Back/Super Bowl Pullback Forces Automakers, Including Stellantis, to Recalibrate Marketing
auto·February 10, 2026·stla

Super Bowl Pullback Forces Automakers, Including Stellantis, to Recalibrate Marketing

ED
Editorial
Cashu Markets·3 min read
TL;DR
  • Stellantis among automakers retreating from costly Super Bowl spots, reshaping how they reach mass audiences.
  • Last year Stellantis aired two Super Bowl ads totaling three minutes; such commitments may be scaled back for 2026.
  • Stellantis is shifting toward targeted, streaming-first strategies and sponsorships to engage younger consumers while conserving capital.
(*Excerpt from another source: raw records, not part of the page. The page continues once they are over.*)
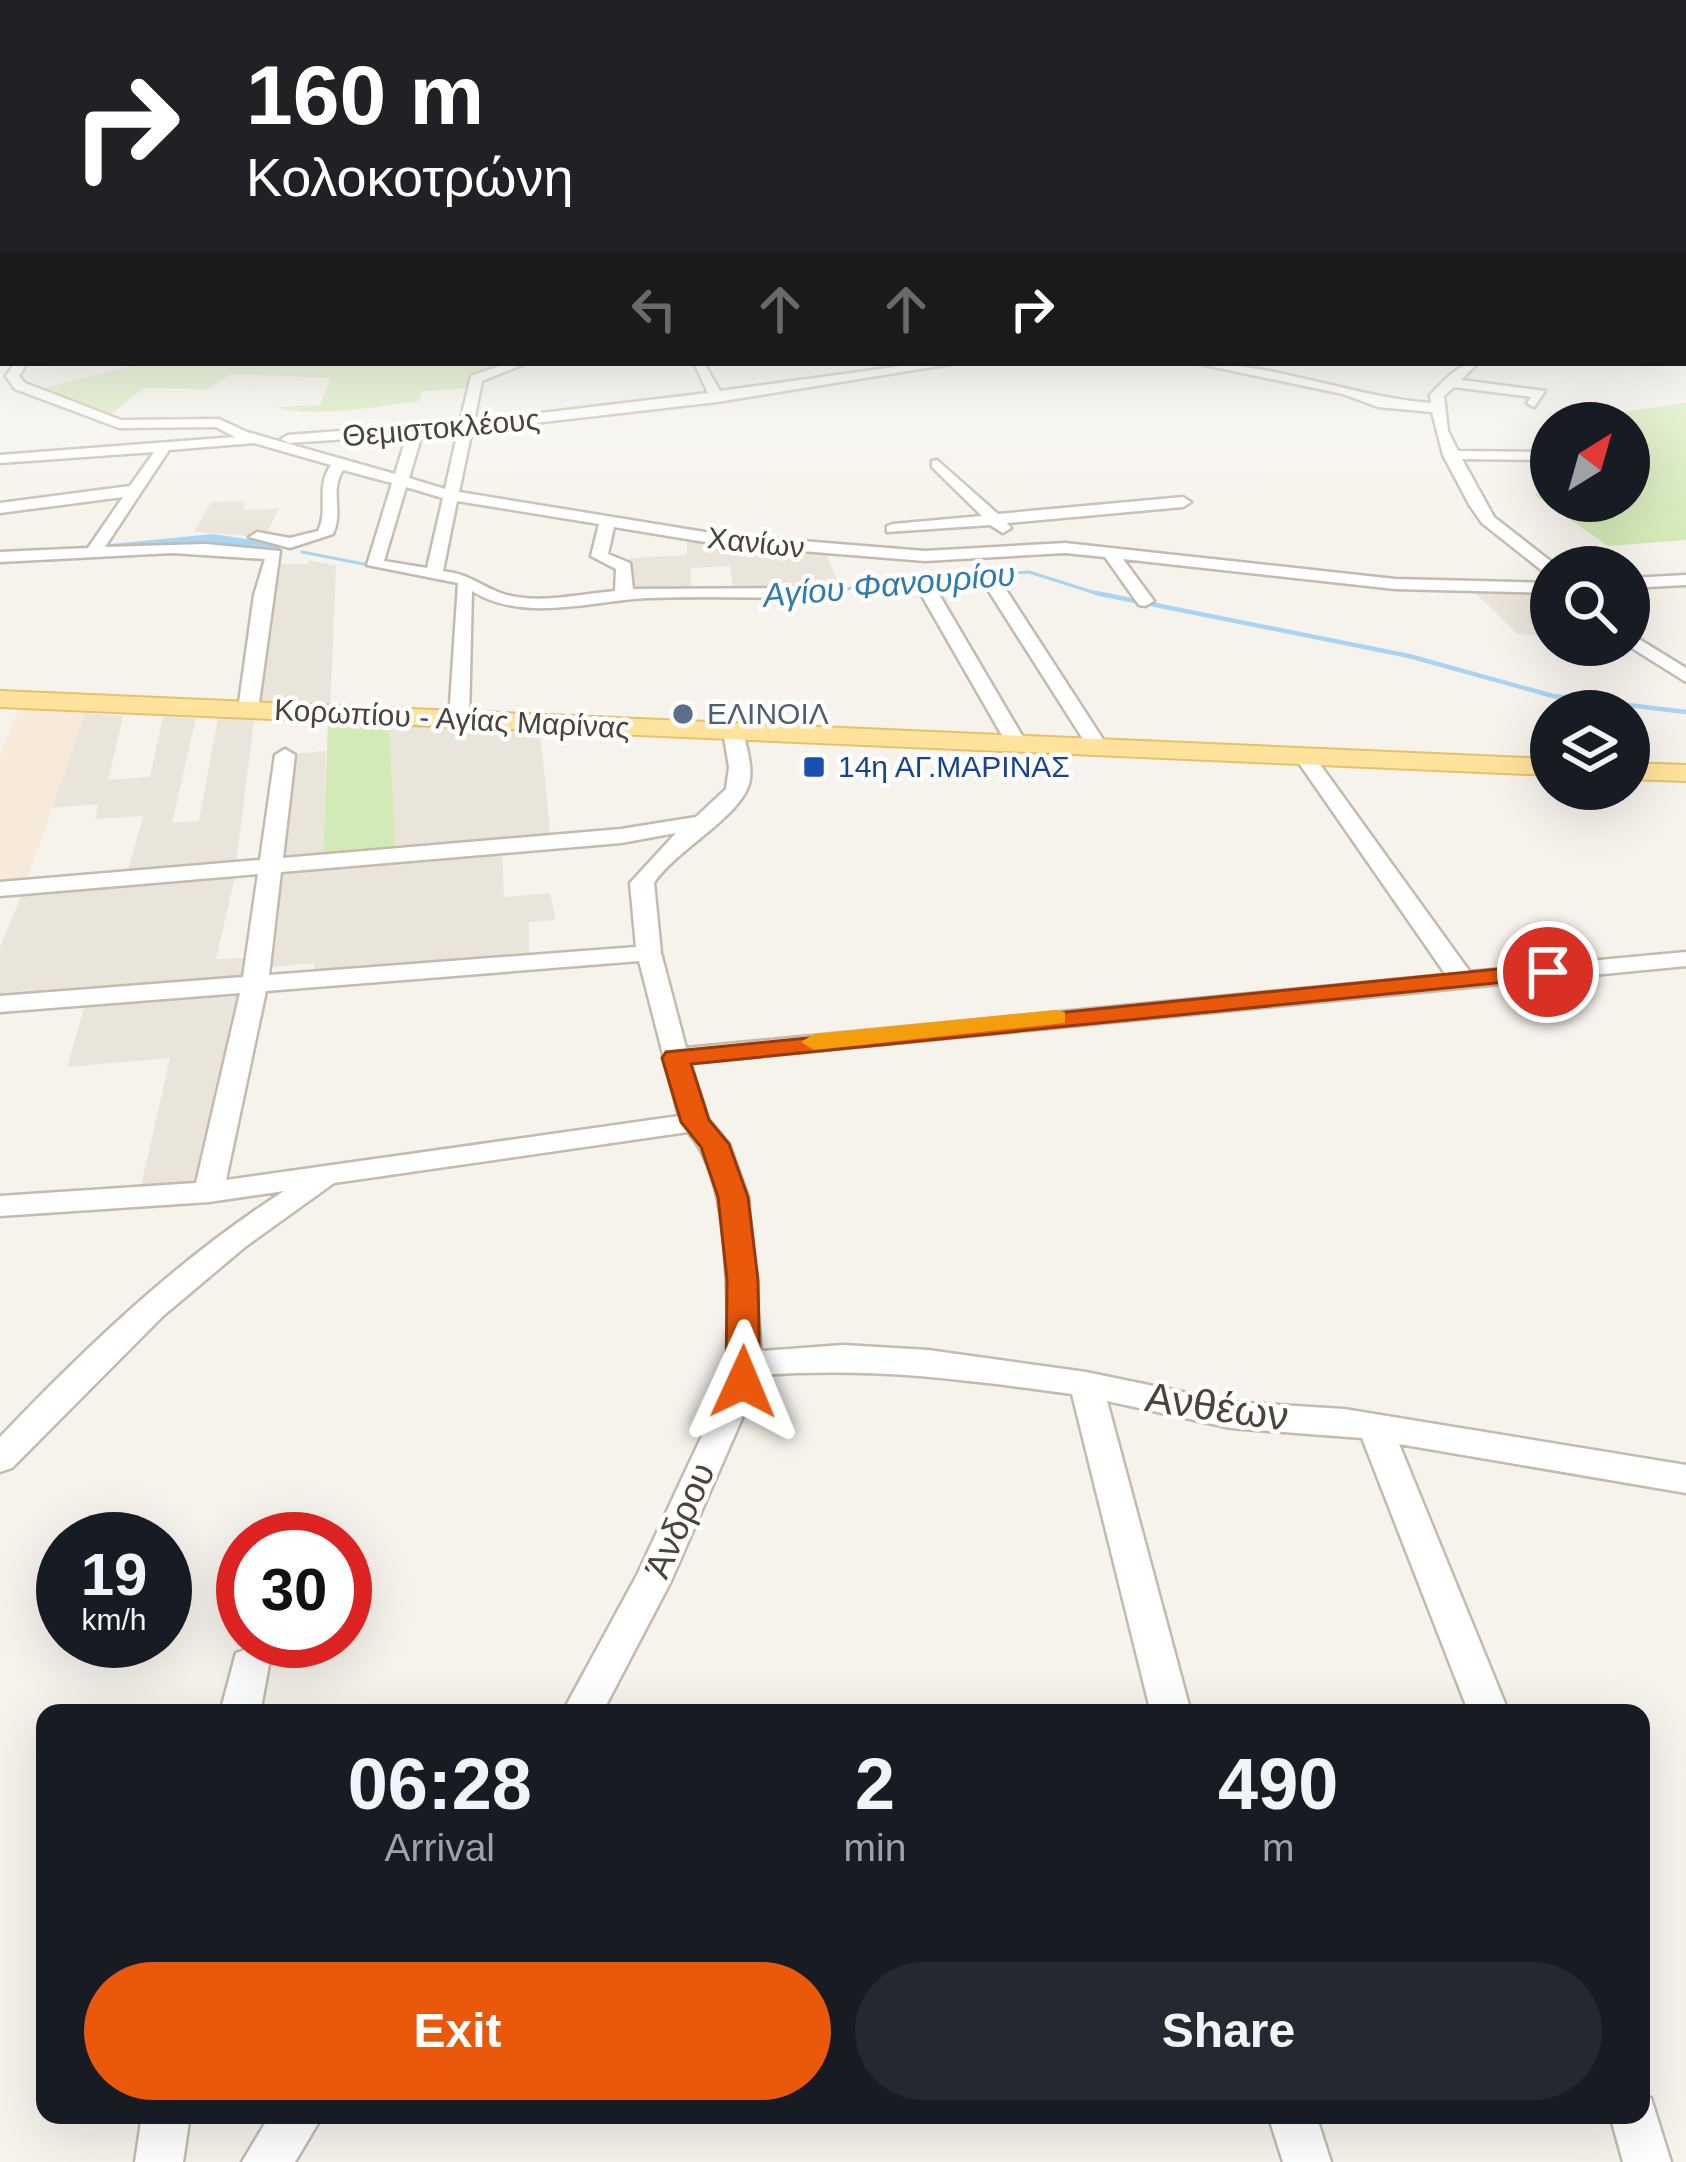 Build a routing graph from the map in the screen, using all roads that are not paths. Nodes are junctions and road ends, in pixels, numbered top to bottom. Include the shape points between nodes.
1 (19, 366) edge
2 (513, 366) edge
3 (700, 366) edge
4 (931, 366) edge
5 (1217, 366) edge
6 (1468, 366) edge
7 (1449, 382) junction
8 (717, 398) junction
9 (1535, 402) edge
10 (1436, 408) junction
11 (469, 428) junction
12 (415, 432) junction
13 (258, 440) junction
14 (166, 444) junction
15 (1450, 455) junction
16 (1530, 456) edge
17 (0, 459) edge
18 (344, 464) junction
19 (937, 464) dead end
20 (401, 481) junction
21 (130, 491) junction
22 (453, 496) junction
23 (58, 501) junction
24 (0, 508) edge
25 (1189, 509) dead end
26 (607, 523) junction
27 (1002, 527) junction
28 (892, 529) dead end
29 (0, 543) edge
30 (98, 548) junction
31 (1022, 549) junction
32 (1111, 553) junction
33 (1530, 553) edge
34 (0, 557) edge
35 (434, 574) junction
36 (1686, 580) edge
37 (992, 582) dead end
38 (1650, 582) edge
39 (464, 586) dead end
40 (1530, 587) edge
41 (816, 593) dead end
42 (624, 594) junction
43 (931, 596) dead end
44 (1145, 602) dead end
45 (1650, 652) edge
46 (1686, 676) edge
47 (0, 699) edge
48 (248, 710) junction
49 (459, 719) junction
50 (733, 731) junction
51 (1017, 744) junction
52 (1098, 747) junction
53 (285, 755) dead end
54 (1304, 756) junction
55 (1530, 766) edge
56 (1650, 772) edge
57 (1686, 773) edge
58 (699, 822) junction
59 (274, 863) junction
60 (0, 890) edge
61 (649, 953) junction
62 (1686, 959) edge
63 (1462, 980) junction
64 (255, 984) junction
65 (0, 1004) edge
66 (675, 1058) junction
67 (695, 1122) junction
68 (335, 1171) junction
69 (209, 1192) junction
70 (0, 1206) edge
71 (746, 1364) junction
72 (1086, 1384) junction
73 (1375, 1427) junction
74 (0, 1459) edge
75 (1686, 1480) edge
76 (249, 1668) edge
77 (242, 1704) edge
78 (587, 1704) edge
79 (1169, 1704) edge
80 (1485, 1704) edge
81 (165, 2124) edge
82 (293, 2124) edge
83 (1295, 2124) edge
84 (1636, 2124) edge
85 (159, 2162) edge
86 (266, 2162) edge
87 (1307, 2162) edge
88 (1647, 2162) edge

1 - 13 street, Χανίων via 12,376 20,386 109,421 219,423
2 - 11 street via 476,379
3 - 8 street
4 - 8 street, Θεμιστοκλέους
5 - 10 street via 1378,403
6 - 7 street
7 - 9 street via 1540,394
7 - 10 street
8 - 11 street, Θεμιστοκλέους
10 - 15 street
11 - 12 street, Θεμιστοκλέους
11 - 22 street
12 - 13 street, Θεμιστοκλέους
12 - 20 street
13 - 14 street, Θεμιστοκλέους
13 - 18 street, Χανίων
14 - 17 street, Θεμιστοκλέους
14 - 21 street
15 - 16 street
15 - 33 street via 1488,520
18 - 20 street, Χανίων
18 - 30 street via 332,474 328,531 290,543 218,533
19 - 27 street
20 - 22 street, Χανίων
20 - 35 street via 375,565
21 - 23 street
21 - 30 street
22 - 26 street, Χανίων
22 - 35 street
23 - 24 street
23 - 29 street via 46,506 33,535
25 - 27 street
26 - 31 street, Χανίων via 878,554
26 - 42 street via 599,556 624,566
27 - 28 street
27 - 31 street
30 - 34 street
30 - 48 street via 194,544 274,555
31 - 32 street, Χανίων
32 - 40 street, Χανίων via 1396,584
32 - 44 street
35 - 42 street via 474,581 512,601
36 - 38 street
37 - 52 street
39 - 49 street
41 - 42 street
43 - 51 street
45 - 46 street
47 - 48 main road, Κορωπίου - Αγίας Μαρίνας
48 - 49 main road, Κορωπίου - Αγίας Μαρίνας
49 - 50 main road, Κορωπίου - Αγίας Μαρίνας
50 - 51 main road, Κορωπίου - Αγίας Μαρίνας
50 - 58 street, Άνδρου via 738,787
51 - 52 main road, Κορωπίου - Αγίας Μαρίνας
52 - 54 main road, Κορωπίου - Αγίας Μαρίνας
53 - 59 street
54 - 55 main road, Κορωπίου - Αγίας Μαρίνας
54 - 63 street
56 - 57 main road
58 - 59 street via 621,836
58 - 61 street, Άνδρου via 642,883
59 - 60 street
59 - 64 street
61 - 64 street
61 - 66 street, Άνδρου
62 - 63 street
63 - 66 street
64 - 65 street
64 - 69 street
66 - 67 street, Άνδρου
67 - 68 street
67 - 71 street, Άνδρου via 715,1144 733,1197
68 - 69 street
68 - 74 street via 201,1264
69 - 70 street
71 - 72 street, Ανθέων via 883,1357
71 - 78 street, Άνδρου via 652,1581
72 - 73 street, Ανθέων via 1231,1414
72 - 79 street
73 - 75 street, Ανθέων
73 - 80 street
76 - 77 street
81 - 85 street
82 - 86 street
83 - 87 street
84 - 88 street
Super Bowl Pullback Forces Auto Marketers to Recalibrate

Automakers sharply reduce costly Super Bowl spots as marketing budgets tighten, reshaping how Stellantis and rivals reach mass audiences. Once responsible for about 40% of Super Bowl ad minutes in 2012, the industry falls to roughly 7% by 2025, and this year only General Motors, Toyota and Volkswagen plan roughly two minutes of airtime during Super Bowl 60. Industry observers say the decline reflects prolonged disruption from the pandemic, supply‑chain snarls, tariffs and expensive strategic shifts — including costly pullbacks in all‑electric vehicle programs — that force carmakers to prioritize capital and risk‑adjust their media buys.

Ad‑data firm iSpot CEO Sean Muller says automakers are retreating from expensive, broad linear TV buys as spending migrates toward streaming and digital video, turning the Super Bowl into a barometer of wider advertising trends. Longtime automotive marketer Tim Mahoney notes the game is now a high‑risk, high‑reward purchase that requires the right product, creative and capital, and that brands increasingly pursue sponsorship adjacencies or alternative activations to maintain visibility. Stellantis is emblematic of that shift: the company is the lone automaker that aired two Super Bowl ads last year, totaling three minutes, but industry caution suggests such commitments may be scaled back heading into 2026.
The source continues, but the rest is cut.